'Plan B' For Afghanistan Aims To Spark Long Overdue Debate

'Plan B' For Afghanistan Aims To Spark Long Overdue Debate

Nine long years into a war in Afghanistan that two out of three Americans no longer support, a group of disillusioned foreign policy experts is trying to kick-start an overdue national discussion about our goals in the region, and other ways that we might be able to achieve them.

Despite the growing opposition to the war outside the Beltway, there's been remarkably little serious debate about Afghan policy among those with the power to change it.

A new report by the ad hoc Afghanistan Study Group, officially unveiled on Wednesday, aims to change all that.

Flatly declaring what has become increasingly obvious over time -- that our efforts in Afghanistan are not only failing, they are actually counterproductive -- the report provides something that some anti-war activists say has been sorely missing until now: A coherent alternative to the current approach.

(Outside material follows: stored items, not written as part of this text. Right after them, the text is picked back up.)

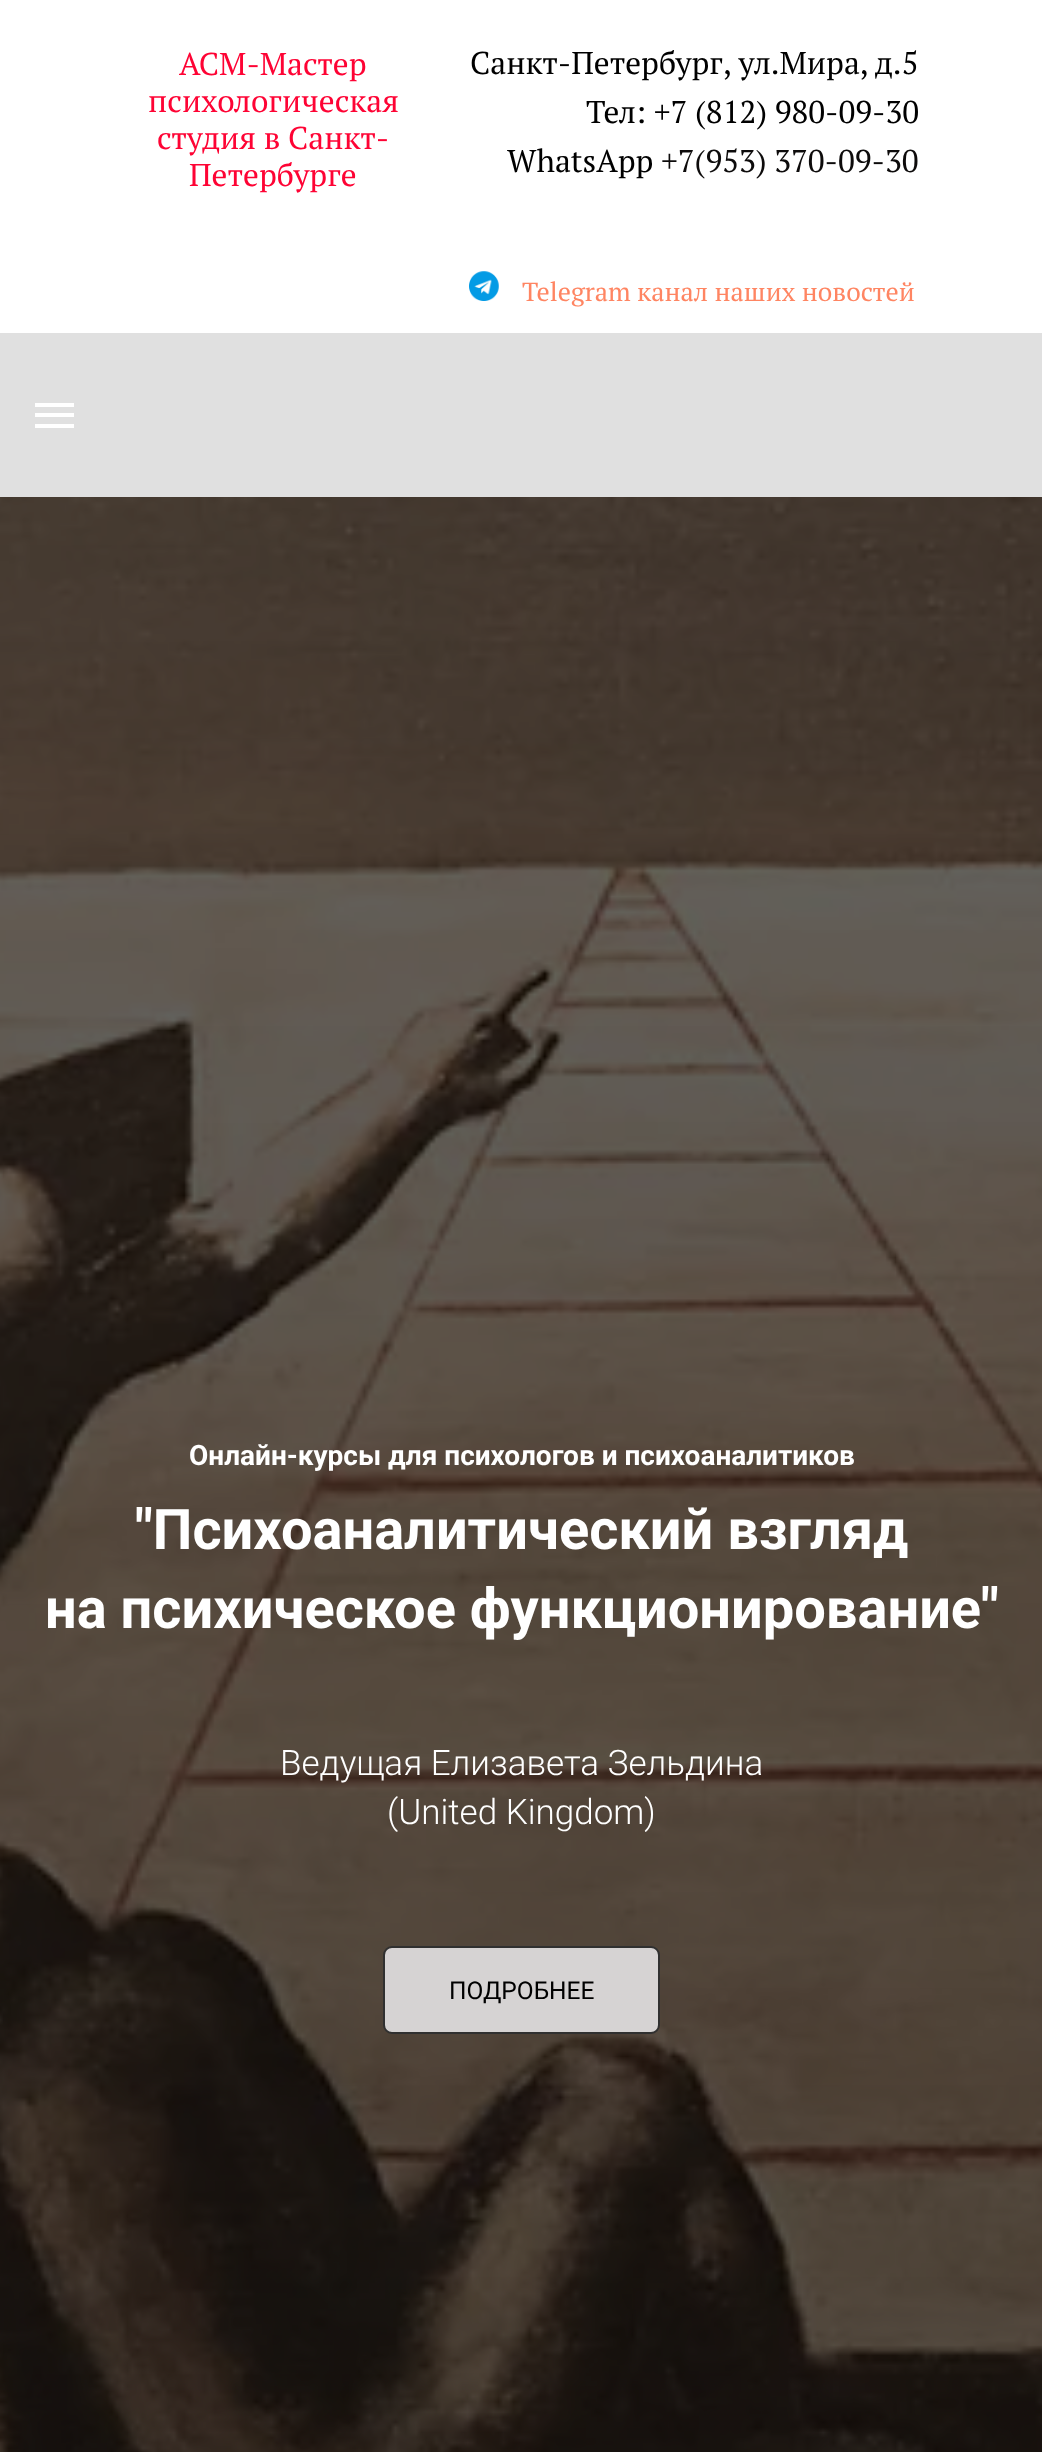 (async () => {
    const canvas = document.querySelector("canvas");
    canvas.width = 1042;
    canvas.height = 2452;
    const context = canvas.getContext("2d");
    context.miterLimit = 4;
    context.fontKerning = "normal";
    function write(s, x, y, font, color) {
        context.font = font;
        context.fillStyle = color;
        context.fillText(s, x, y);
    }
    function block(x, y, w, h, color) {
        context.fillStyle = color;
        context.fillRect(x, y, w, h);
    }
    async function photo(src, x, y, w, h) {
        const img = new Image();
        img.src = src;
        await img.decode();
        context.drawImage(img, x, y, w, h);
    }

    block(0, 0, 1042, 2452, "rgb(224, 224, 224)");
    block(0, 0, 1042, 333, "rgb(255, 255, 255)");
    write("АСМ-Мастер", 179, 75, "31.5px PT Serif", "rgb(254, 3, 52)");
    write("психологическая", 148, 112, "31.5px PT Serif", "rgb(254, 3, 52)");
    write("студия в Санкт-", 157, 149, "31.5px PT Serif", "rgb(254, 3, 52)");
    write("Петербурге", 189, 186, "31.5px PT Serif", "rgb(254, 3, 52)");
    context.wordSpacing = "-1px";
    write("Санкт-Петербург, ул.Мира, д.5", 470, 74, "31.5px PT Serif", "rgb(0, 0, 0)");
    context.wordSpacing = "0px";
    write("Тел: +7 (812) 980-09-30", 586, 123, "31.5px PT Serif", "rgb(0, 0, 0)");
    write("WhatsApp", 507, 172, "31.5px PT Serif", "rgb(0, 0, 0)");
    write("+7(953) 370-09-30", 661, 172, "31.5px PT Serif", "rgb(13, 11, 11)");
    await photo("media/1.png", 469, 271, 30, 30);
    write("Telegram канал наших новостей", 522, 301, "26.25px PT Serif", "rgb(255, 133, 98)");
    block(35, 403, 39, 4, "rgb(255, 255, 255)");
    block(35, 413, 39, 4, "rgb(255, 255, 255)");
    block(35, 424, 39, 4, "rgb(255, 255, 255)");
    await photo("media/2.png", 0, 497, 1042, 1955);
    write("Онлайн-курсы для психологов и психоаналитиков", 189, 1465, "bold 28px Roboto", "rgb(255, 255, 255)");
    write("\"Психоаналитический взгляд", 135, 1549, "bold 56px Roboto", "rgb(255, 255, 255)");
    write("на психическое функционирование\"", 45, 1628, "bold 56px Roboto", "rgb(255, 255, 255)");
    write("Ведущая Елизавета Зельдина", 280, 1775, "300 35px Roboto", "rgb(255, 255, 255)");
    write("(United Kingdom)", 387, 1824, "300 35px Roboto", "rgb(255, 255, 255)");
    context.fillStyle = "rgb(214, 211, 211)";
    context.beginPath();
    context.roundRect(384, 1947, 275, 86, 8);
    context.fill();
    context.strokeStyle = "rgb(48, 48, 48)";
    context.lineWidth = 2;
    context.stroke();
    write("ПОДРОБНЕЕ", 449, 1999, "24.5px Roboto", "rgb(0, 0, 0)");
})();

The Huffington Post first revealed the Afghanistan Study Group's conclusions in an exclusive story three weeks ago. The group's "Plan B" calls for a dramatic reduction in the American troop presence, a mission refocused on the minimal Al Qaeda threat rather than on trying to defeat the Taliban and a peace process that leads to power-sharing.

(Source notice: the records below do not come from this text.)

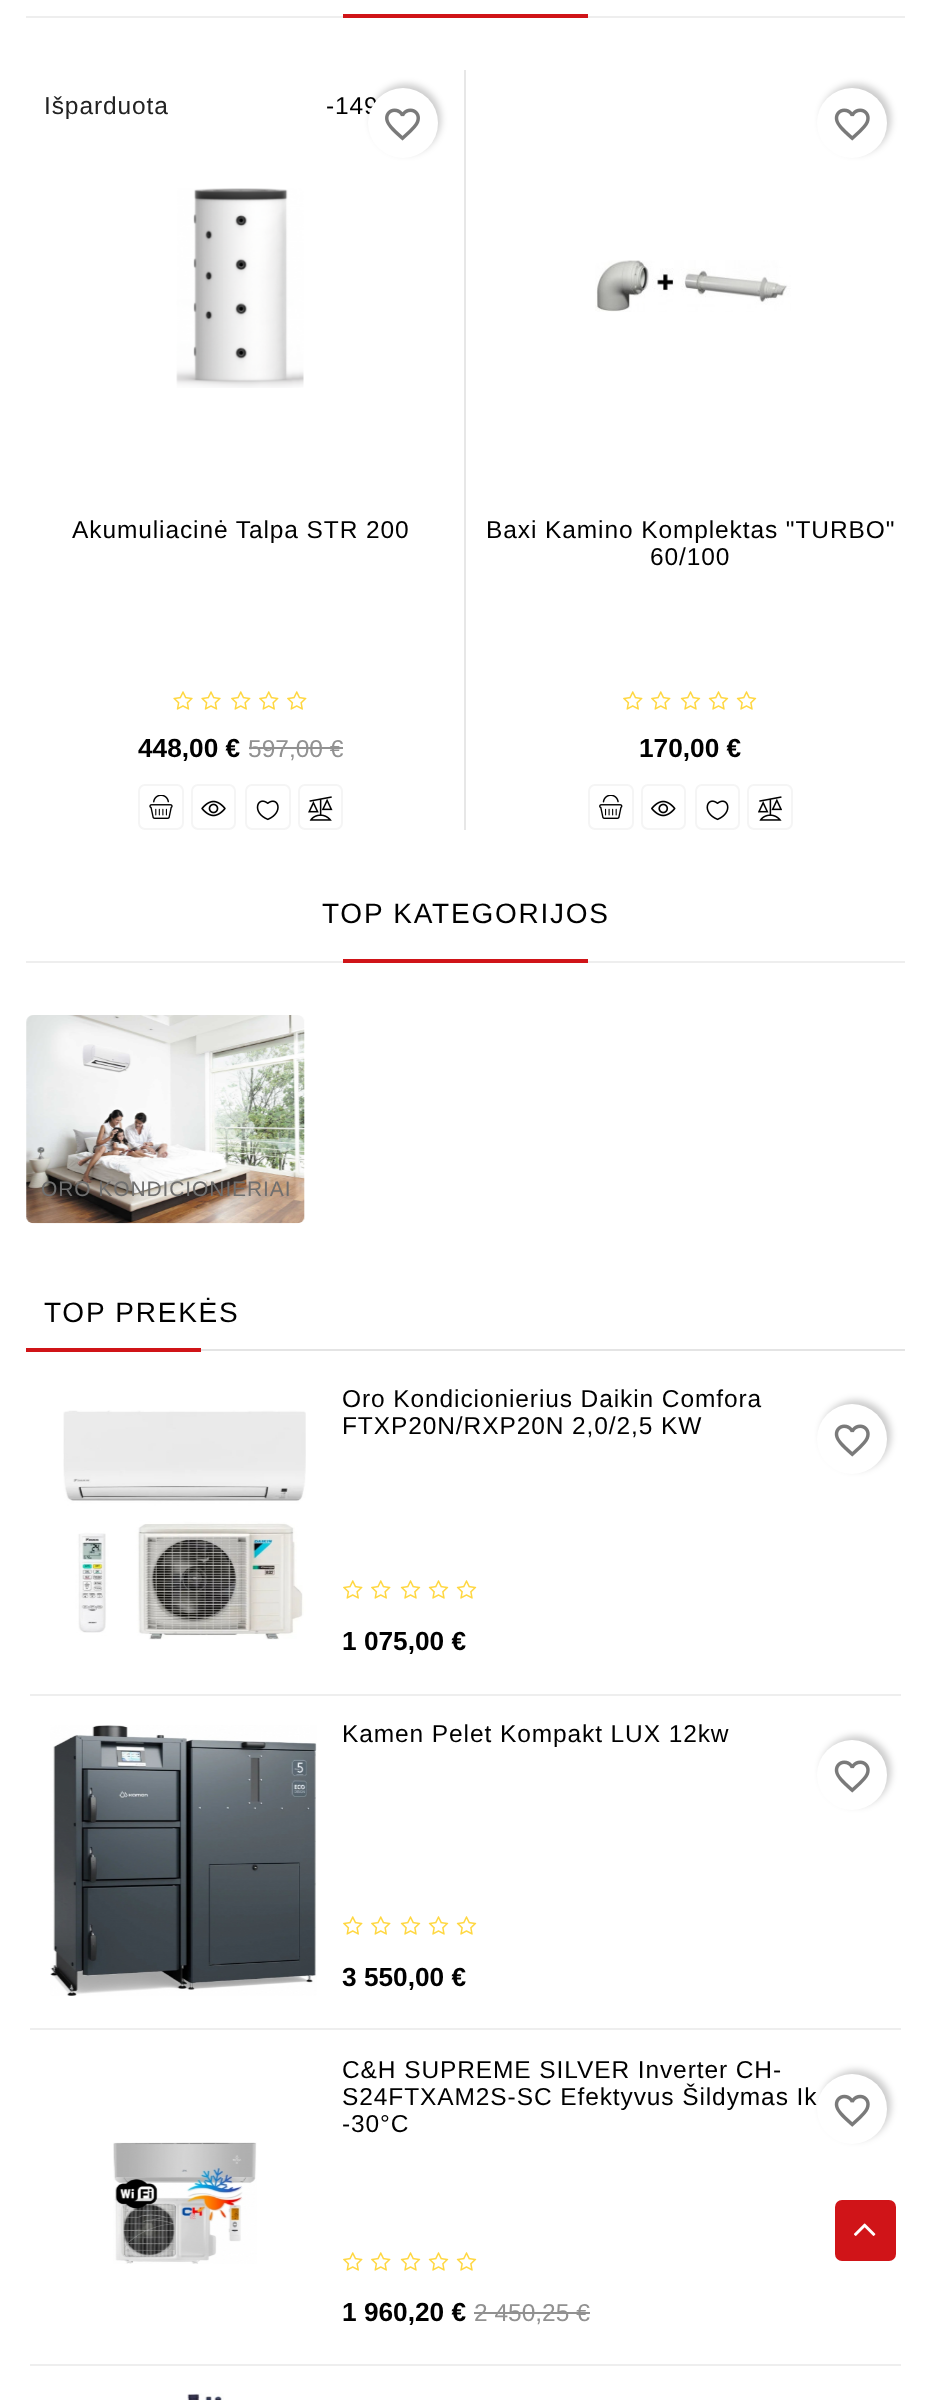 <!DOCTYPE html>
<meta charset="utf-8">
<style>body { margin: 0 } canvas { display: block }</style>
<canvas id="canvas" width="931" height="2400"></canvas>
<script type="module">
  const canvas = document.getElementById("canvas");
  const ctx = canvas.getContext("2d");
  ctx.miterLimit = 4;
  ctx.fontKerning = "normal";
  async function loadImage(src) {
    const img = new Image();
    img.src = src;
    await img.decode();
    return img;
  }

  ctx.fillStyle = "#ffffff";
  ctx.fillRect(0, 0, 931, 2400);
  ctx.fillStyle = "#eeeeee";
  ctx.fillRect(26, 16, 879, 2);
  ctx.fillStyle = "#d01418";
  ctx.fillRect(343, 14, 245, 4);
  ctx.letterSpacing = "0.9px";
  ctx.font = "24.5px Liberation Sans";
  ctx.fillStyle = "#222222";
  ctx.fillText("Išparduota", 44, 114);
  ctx.fillStyle = "#000000";
  ctx.fillText("-149", 326, 114);
  ctx.drawImage(await loadImage("img1.png"), 176, 188, 128, 200);
  ctx.fillStyle = "rgba(0, 0, 0, 0.2)";
  ctx.filter = "blur(3.5px)";
  ctx.beginPath();
  ctx.roundRect(371, 84, 70, 70, 35);
  ctx.fill();
  ctx.filter = "none";
  ctx.fillStyle = "#ffffff";
  ctx.beginPath();
  ctx.arc(403, 123, 35, 0, Math.PI * 2);
  ctx.fill();
  ctx.drawImage(await loadImage("img2.png"), 385, 108, 35, 33);
  ctx.fillStyle = "#000000";
  ctx.fillText("Akumuliacinė Talpa STR 200", 72, 538);
  ctx.drawImage(await loadImage("img3.png"), 173, 691, 20, 19);
  ctx.drawImage(await loadImage("img3.png"), 201, 691, 20, 19);
  ctx.drawImage(await loadImage("img4.png"), 231, 691, 20, 19);
  ctx.drawImage(await loadImage("img4.png"), 259, 691, 20, 19);
  ctx.drawImage(await loadImage("img4.png"), 287, 691, 20, 19);
  ctx.letterSpacing = "0px";
  ctx.font = "bold 26.25px Liberation Sans";
  ctx.fillText("448,00 €", 138, 757);
  ctx.font = "24.5px Liberation Sans";
  ctx.fillStyle = "#919191";
  ctx.fillText("597,00 €", 248, 757);
  ctx.fillRect(249, 747, 94, 2);
  ctx.beginPath();
  ctx.roundRect(139, 785, 44, 44, 6);
  ctx.strokeStyle = "#f5f5f5";
  ctx.lineWidth = 2;
  ctx.stroke();
  ctx.drawImage(await loadImage("img5.png"), 149, 795, 24, 24);
  ctx.beginPath();
  ctx.roundRect(192, 785, 43, 44, 6);
  ctx.stroke();
  ctx.drawImage(await loadImage("img6.png"), 201, 800, 25, 17);
  ctx.beginPath();
  ctx.roundRect(246, 785, 44, 44, 6);
  ctx.stroke();
  ctx.drawImage(await loadImage("img7.png"), 256, 800, 23, 21);
  ctx.beginPath();
  ctx.roundRect(299, 785, 43, 44, 6);
  ctx.stroke();
  ctx.drawImage(await loadImage("img8.png"), 308, 796, 25, 25);
  ctx.fillStyle = "#e7e7e7";
  ctx.fillRect(464, 70, 2, 760);
  ctx.fillStyle = "rgba(0, 0, 0, 0.2)";
  ctx.filter = "blur(3.5px)";
  ctx.beginPath();
  ctx.roundRect(821, 84, 70, 70, 35);
  ctx.fill();
  ctx.filter = "none";
  ctx.fillStyle = "#ffffff";
  ctx.beginPath();
  ctx.arc(852, 123, 35, 0, Math.PI * 2);
  ctx.fill();
  ctx.drawImage(await loadImage("img9.png"), 834, 108, 36, 33);
  ctx.drawImage(await loadImage("img10.png"), 595, 260, 196, 52);
  ctx.letterSpacing = "0.9px";
  ctx.fillStyle = "#000000";
  ctx.fillText("Baxi Kamino Komplektas \"TURBO\"", 486, 538);
  ctx.fillText("60/100", 650, 565);
  ctx.drawImage(await loadImage("img4.png"), 623, 691, 20, 19);
  ctx.drawImage(await loadImage("img4.png"), 651, 691, 20, 19);
  ctx.drawImage(await loadImage("img11.png"), 680, 691, 21, 19);
  ctx.drawImage(await loadImage("img11.png"), 708, 691, 21, 19);
  ctx.drawImage(await loadImage("img11.png"), 736, 691, 21, 19);
  ctx.letterSpacing = "0px";
  ctx.font = "bold 26.25px Liberation Sans";
  ctx.fillText("170,00 €", 639, 757);
  ctx.beginPath();
  ctx.roundRect(589, 785, 44, 44, 6);
  ctx.stroke();
  ctx.drawImage(await loadImage("img12.png"), 599, 795, 24, 24);
  ctx.beginPath();
  ctx.roundRect(642, 785, 43, 44, 6);
  ctx.stroke();
  ctx.drawImage(await loadImage("img13.png"), 651, 800, 25, 17);
  ctx.beginPath();
  ctx.roundRect(696, 785, 43, 44, 6);
  ctx.stroke();
  ctx.drawImage(await loadImage("img14.png"), 706, 800, 23, 21);
  ctx.beginPath();
  ctx.roundRect(748, 785, 44, 44, 6);
  ctx.stroke();
  ctx.drawImage(await loadImage("img15.png"), 758, 796, 24, 25);
  ctx.letterSpacing = "1.75px";
  ctx.font = "28px Liberation Sans";
  ctx.fillText("TOP KATEGORIJOS", 322, 923);
  ctx.fillStyle = "#eeeeee";
  ctx.fillRect(26, 961, 879, 2);
  ctx.fillStyle = "#d01418";
  ctx.fillRect(343, 959, 245, 4);
  ctx.drawImage(await loadImage("img16.png"), 26, 1015, 279, 209);
  ctx.letterSpacing = "0.9px";
  ctx.font = "21px Liberation Sans";
  ctx.fillStyle = "#6f6f6f";
  ctx.fillText("ORO KONDICIONIERIAI", 41, 1196);
  ctx.fillStyle = "#e4e4e4";
  ctx.fillRect(201, 1349, 704, 2);
  ctx.letterSpacing = "1.75px";
  ctx.font = "28px Liberation Sans";
  ctx.fillStyle = "#000000";
  ctx.fillText("TOP PREKĖS", 44, 1322);
  ctx.fillStyle = "#d01418";
  ctx.fillRect(26, 1348, 175, 4);
  ctx.fillStyle = "#eeeeee";
  ctx.fillRect(30, 1694, 871, 2);
  ctx.drawImage(await loadImage("img17.png"), 63, 1410, 243, 230);
  ctx.letterSpacing = "0.9px";
  ctx.font = "24.5px Liberation Sans";
  ctx.fillStyle = "#000000";
  ctx.fillText("Oro Kondicionierius Daikin Comfora", 342, 1407);
  ctx.fillText("FTXP20N/RXP20N 2,0/2,5 KW", 342, 1434);
  ctx.drawImage(await loadImage("img4.png"), 343, 1580, 20, 19);
  ctx.drawImage(await loadImage("img4.png"), 371, 1580, 20, 19);
  ctx.drawImage(await loadImage("img11.png"), 400, 1580, 21, 19);
  ctx.drawImage(await loadImage("img11.png"), 428, 1580, 21, 19);
  ctx.drawImage(await loadImage("img11.png"), 456, 1580, 21, 19);
  ctx.letterSpacing = "0px";
  ctx.font = "bold 26.25px Liberation Sans";
  ctx.fillText("1 075,00 €", 342, 1650);
  ctx.fillStyle = "rgba(0, 0, 0, 0.2)";
  ctx.filter = "blur(3.5px)";
  ctx.beginPath();
  ctx.roundRect(821, 1400, 70, 70, 35);
  ctx.fill();
  ctx.filter = "none";
  ctx.fillStyle = "#ffffff";
  ctx.beginPath();
  ctx.arc(852, 1439, 35, 0, Math.PI * 2);
  ctx.fill();
  ctx.drawImage(await loadImage("img9.png"), 834, 1424, 36, 33);
  ctx.fillStyle = "#eeeeee";
  ctx.fillRect(30, 2028, 871, 2);
  ctx.drawImage(await loadImage("img18.png"), 50, 1725, 267, 271);
  ctx.letterSpacing = "0.9px";
  ctx.font = "24.5px Liberation Sans";
  ctx.fillStyle = "#000000";
  ctx.fillText("Kamen Pelet Kompakt LUX 12kw", 342, 1742);
  ctx.drawImage(await loadImage("img4.png"), 343, 1916, 20, 19);
  ctx.drawImage(await loadImage("img4.png"), 371, 1916, 20, 19);
  ctx.drawImage(await loadImage("img11.png"), 400, 1916, 21, 19);
  ctx.drawImage(await loadImage("img11.png"), 428, 1916, 21, 19);
  ctx.drawImage(await loadImage("img11.png"), 456, 1916, 21, 19);
  ctx.letterSpacing = "0px";
  ctx.font = "bold 26.25px Liberation Sans";
  ctx.fillText("3 550,00 €", 342, 1986);
  ctx.fillStyle = "rgba(0, 0, 0, 0.2)";
  ctx.filter = "blur(3.5px)";
  ctx.beginPath();
  ctx.roundRect(821, 1736, 70, 70, 35);
  ctx.fill();
  ctx.filter = "none";
  ctx.fillStyle = "#ffffff";
  ctx.beginPath();
  ctx.arc(852, 1775, 35, 0, Math.PI * 2);
  ctx.fill();
  ctx.drawImage(await loadImage("img9.png"), 834, 1760, 36, 33);
  ctx.fillStyle = "#eeeeee";
  ctx.fillRect(30, 2364, 871, 2);
  ctx.drawImage(await loadImage("img19.png"), 113, 2142, 144, 122);
  ctx.letterSpacing = "0.9px";
  ctx.font = "24.5px Liberation Sans";
  ctx.fillStyle = "#000000";
  ctx.fillText("C&H SUPREME SILVER Inverter CH-", 342, 2078);
  ctx.fillText("S24FTXAM2S-SC Efektyvus Šildymas Ik", 342, 2105);
  ctx.fillText("-30°C", 342, 2132);
  ctx.drawImage(await loadImage("img4.png"), 343, 2252, 20, 19);
  ctx.drawImage(await loadImage("img4.png"), 371, 2252, 20, 19);
  ctx.drawImage(await loadImage("img11.png"), 400, 2252, 21, 19);
  ctx.drawImage(await loadImage("img11.png"), 428, 2252, 21, 19);
  ctx.drawImage(await loadImage("img11.png"), 456, 2252, 21, 19);
  ctx.letterSpacing = "0px";
  ctx.font = "bold 26.25px Liberation Sans";
  ctx.fillText("1 960,20 €", 342, 2321);
  ctx.font = "24.5px Liberation Sans";
  ctx.fillStyle = "#919191";
  ctx.fillText("2 450,25 €", 474, 2321);
  ctx.fillRect(474, 2312, 116, 2);
  ctx.fillStyle = "rgba(0, 0, 0, 0.2)";
  ctx.filter = "blur(3.5px)";
  ctx.beginPath();
  ctx.roundRect(821, 2070, 70, 70, 35);
  ctx.fill();
  ctx.filter = "none";
  ctx.fillStyle = "#ffffff";
  ctx.beginPath();
  ctx.arc(852, 2109, 35, 0, Math.PI * 2);
  ctx.fill();
  ctx.drawImage(await loadImage("img20.png"), 834, 2094, 36, 33);
  ctx.drawImage(await loadImage("img21.png"), 187, 2393, 37, 7);
  ctx.fillStyle = "#d01418";
  ctx.beginPath();
  ctx.roundRect(835, 2200, 61, 61, 7);
  ctx.fill();
  ctx.drawImage(await loadImage("img22.png"), 854, 2223, 22, 13);
</script>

But according to the group's director, Matthew P. Hoh, the details of the endgame are not the most essential part of the report. Indeed, at the panel discussion at the New America Foundation Wednesday marking the report's release, there was plenty of debate about its specific conclusions -- even among some of the signatories.

Instead, Hoh said, the report's most important contribution is to lay out a "consensus view" that the current strategy in Afghanistan is not working; that it's actually making things worse; that it's not making us safer; that it's coming at a staggering and wildly disproportionate cost in blood and treasure; and that there needs to be an alternative approach.

"What we're hoping is to build a foundation to support the creation of an alternative strategy," said Hoh, a former State Department political officer in Afghanistan who resigned his post in protest a year ago. "We want to be as inclusive as possible," he said. "We just want to be a foundation for this, that moves the debate forward."

Hoh envisions a three- or four-month process that "taps into that 62 percent of the population that is against the war," and eventually persuades the White House and Congress to establish a formal study group to consider alternatives.

Although the report was 10 months in the making, its timing is in some ways propitious.

Opposition to the war has reached an all-time high of 62 percent, according to a recent CNN poll.

While some Democrats in Congress have been opposed to the war for years, more and more Republicans are turning against it as well.

And I wrote in late July about a congressional hearing at which Rep. Barney Frank (D-Mass.), called for a national debate about the war in Afghanistan. "We need a thoughtful, non-rancorous discussion about the appropriate mission," he said. "What should we be doing? What policy should we be setting? We have not had that conversation."

Across the aisle, Rep. John Duncan (R-Tenn.), spoke about decreasing military spending on the grounds that "most of, or at least very much of what the Defense Department does right now is just pure nation-building... and we simply can't afford it."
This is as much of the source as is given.